* Work item: Word for word, restate the line containing "index pip: (180, 131)" and all the lines that come after it in the entries below. Include nothing from before it.
[Task data Boundary: Start]
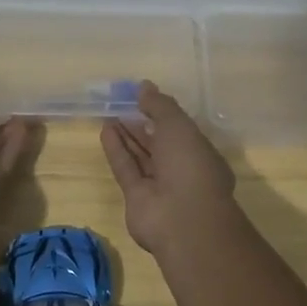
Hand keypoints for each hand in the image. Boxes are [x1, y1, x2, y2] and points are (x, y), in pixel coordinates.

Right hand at [100, 80, 238, 255]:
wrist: (182, 219)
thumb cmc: (190, 165)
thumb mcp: (179, 125)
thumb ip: (160, 105)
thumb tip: (143, 86)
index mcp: (200, 153)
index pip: (180, 131)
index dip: (163, 114)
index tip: (143, 98)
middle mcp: (181, 170)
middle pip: (158, 144)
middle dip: (142, 125)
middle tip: (122, 105)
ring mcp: (159, 186)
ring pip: (140, 156)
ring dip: (126, 136)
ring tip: (110, 114)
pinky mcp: (137, 198)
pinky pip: (126, 169)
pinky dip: (117, 150)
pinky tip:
[Task data Boundary: End]
* Result of this exercise:
index pip: (180, 131)
index dip: (163, 114)
index tip: (143, 98)
middle mcp: (181, 170)
middle pip: (158, 144)
middle dip: (142, 125)
middle tip: (122, 105)
ring mcp: (159, 186)
ring pip: (140, 156)
ring dip: (126, 136)
ring tip: (110, 114)
pinky mcp: (137, 198)
pinky pip: (126, 169)
pinky dip: (117, 150)
pinky tip:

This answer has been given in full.